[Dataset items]
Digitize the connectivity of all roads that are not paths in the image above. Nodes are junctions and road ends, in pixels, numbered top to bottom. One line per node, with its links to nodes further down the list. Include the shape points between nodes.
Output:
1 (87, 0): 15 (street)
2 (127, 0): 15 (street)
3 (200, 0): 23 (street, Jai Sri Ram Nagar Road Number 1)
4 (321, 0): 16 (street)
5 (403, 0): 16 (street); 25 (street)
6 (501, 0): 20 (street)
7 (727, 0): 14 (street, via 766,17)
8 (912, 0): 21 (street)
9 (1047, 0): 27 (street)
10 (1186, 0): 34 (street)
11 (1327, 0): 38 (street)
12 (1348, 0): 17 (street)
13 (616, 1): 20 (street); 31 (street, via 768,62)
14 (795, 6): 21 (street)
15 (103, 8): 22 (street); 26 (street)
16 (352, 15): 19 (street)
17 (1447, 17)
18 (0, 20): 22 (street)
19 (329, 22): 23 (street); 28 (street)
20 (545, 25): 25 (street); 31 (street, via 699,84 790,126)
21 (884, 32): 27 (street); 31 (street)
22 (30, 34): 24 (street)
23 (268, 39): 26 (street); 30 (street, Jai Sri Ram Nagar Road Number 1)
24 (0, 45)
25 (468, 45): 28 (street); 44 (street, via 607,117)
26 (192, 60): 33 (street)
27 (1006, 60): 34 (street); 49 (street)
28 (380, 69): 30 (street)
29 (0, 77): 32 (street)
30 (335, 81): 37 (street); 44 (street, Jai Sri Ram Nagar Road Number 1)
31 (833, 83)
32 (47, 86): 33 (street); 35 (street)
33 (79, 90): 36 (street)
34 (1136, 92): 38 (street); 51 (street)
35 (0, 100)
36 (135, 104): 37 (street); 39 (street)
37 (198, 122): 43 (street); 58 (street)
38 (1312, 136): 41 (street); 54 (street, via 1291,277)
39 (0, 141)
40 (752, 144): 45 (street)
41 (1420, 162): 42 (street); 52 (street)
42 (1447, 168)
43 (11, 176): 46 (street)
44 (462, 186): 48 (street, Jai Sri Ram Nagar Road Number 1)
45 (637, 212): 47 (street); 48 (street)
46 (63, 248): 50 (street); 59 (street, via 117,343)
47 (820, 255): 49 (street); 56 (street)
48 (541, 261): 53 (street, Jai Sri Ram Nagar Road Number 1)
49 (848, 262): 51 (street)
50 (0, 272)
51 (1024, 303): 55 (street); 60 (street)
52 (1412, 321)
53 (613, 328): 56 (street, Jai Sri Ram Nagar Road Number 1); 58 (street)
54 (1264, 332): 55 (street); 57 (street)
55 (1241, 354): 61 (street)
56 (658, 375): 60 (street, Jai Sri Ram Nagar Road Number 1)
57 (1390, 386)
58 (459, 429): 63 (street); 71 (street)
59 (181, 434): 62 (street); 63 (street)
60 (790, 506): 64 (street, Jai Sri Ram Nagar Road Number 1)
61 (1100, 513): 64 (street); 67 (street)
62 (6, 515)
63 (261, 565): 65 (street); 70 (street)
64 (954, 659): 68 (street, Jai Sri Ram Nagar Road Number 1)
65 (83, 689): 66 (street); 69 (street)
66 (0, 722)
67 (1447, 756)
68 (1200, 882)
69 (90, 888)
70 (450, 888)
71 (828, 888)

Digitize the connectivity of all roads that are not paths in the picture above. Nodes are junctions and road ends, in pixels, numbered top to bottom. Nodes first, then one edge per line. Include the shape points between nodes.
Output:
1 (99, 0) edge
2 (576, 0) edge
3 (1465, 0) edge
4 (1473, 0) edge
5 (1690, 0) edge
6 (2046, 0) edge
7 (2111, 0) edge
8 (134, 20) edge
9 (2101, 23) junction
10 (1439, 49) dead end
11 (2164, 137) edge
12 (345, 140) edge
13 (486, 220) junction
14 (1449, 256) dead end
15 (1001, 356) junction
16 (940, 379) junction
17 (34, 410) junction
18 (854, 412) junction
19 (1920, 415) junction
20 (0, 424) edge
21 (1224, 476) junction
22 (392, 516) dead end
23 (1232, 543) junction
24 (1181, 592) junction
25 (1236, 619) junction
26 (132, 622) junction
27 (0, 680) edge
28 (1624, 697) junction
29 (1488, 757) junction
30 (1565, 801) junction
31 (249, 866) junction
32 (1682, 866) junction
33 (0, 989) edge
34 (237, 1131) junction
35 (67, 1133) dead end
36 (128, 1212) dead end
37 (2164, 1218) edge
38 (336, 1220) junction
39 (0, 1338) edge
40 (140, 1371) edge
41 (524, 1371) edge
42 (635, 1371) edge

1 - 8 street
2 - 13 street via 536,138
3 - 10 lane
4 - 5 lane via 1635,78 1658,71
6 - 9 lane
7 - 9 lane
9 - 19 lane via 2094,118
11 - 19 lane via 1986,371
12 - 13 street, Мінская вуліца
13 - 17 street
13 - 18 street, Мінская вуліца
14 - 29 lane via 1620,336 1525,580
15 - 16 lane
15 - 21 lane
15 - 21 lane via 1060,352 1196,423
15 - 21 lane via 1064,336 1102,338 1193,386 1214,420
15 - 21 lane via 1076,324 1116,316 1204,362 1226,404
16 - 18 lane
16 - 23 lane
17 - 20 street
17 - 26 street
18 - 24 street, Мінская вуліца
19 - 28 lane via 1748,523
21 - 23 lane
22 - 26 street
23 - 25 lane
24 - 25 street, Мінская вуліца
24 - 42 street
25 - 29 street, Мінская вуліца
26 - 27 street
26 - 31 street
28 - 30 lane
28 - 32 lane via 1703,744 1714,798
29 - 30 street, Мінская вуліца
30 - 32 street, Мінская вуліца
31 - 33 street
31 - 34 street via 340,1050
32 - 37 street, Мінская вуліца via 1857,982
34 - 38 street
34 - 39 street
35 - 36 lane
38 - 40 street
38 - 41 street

_ASSIGNMENT_
In the records above, some lines hold the word "вуліца"; copy each such line.

_WRITTEN RESPONSE_
12 - 13 street, Мінская вуліца
13 - 18 street, Мінская вуліца
18 - 24 street, Мінская вуліца
24 - 25 street, Мінская вуліца
25 - 29 street, Мінская вуліца
29 - 30 street, Мінская вуліца
30 - 32 street, Мінская вуліца
32 - 37 street, Мінская вуліца via 1857,982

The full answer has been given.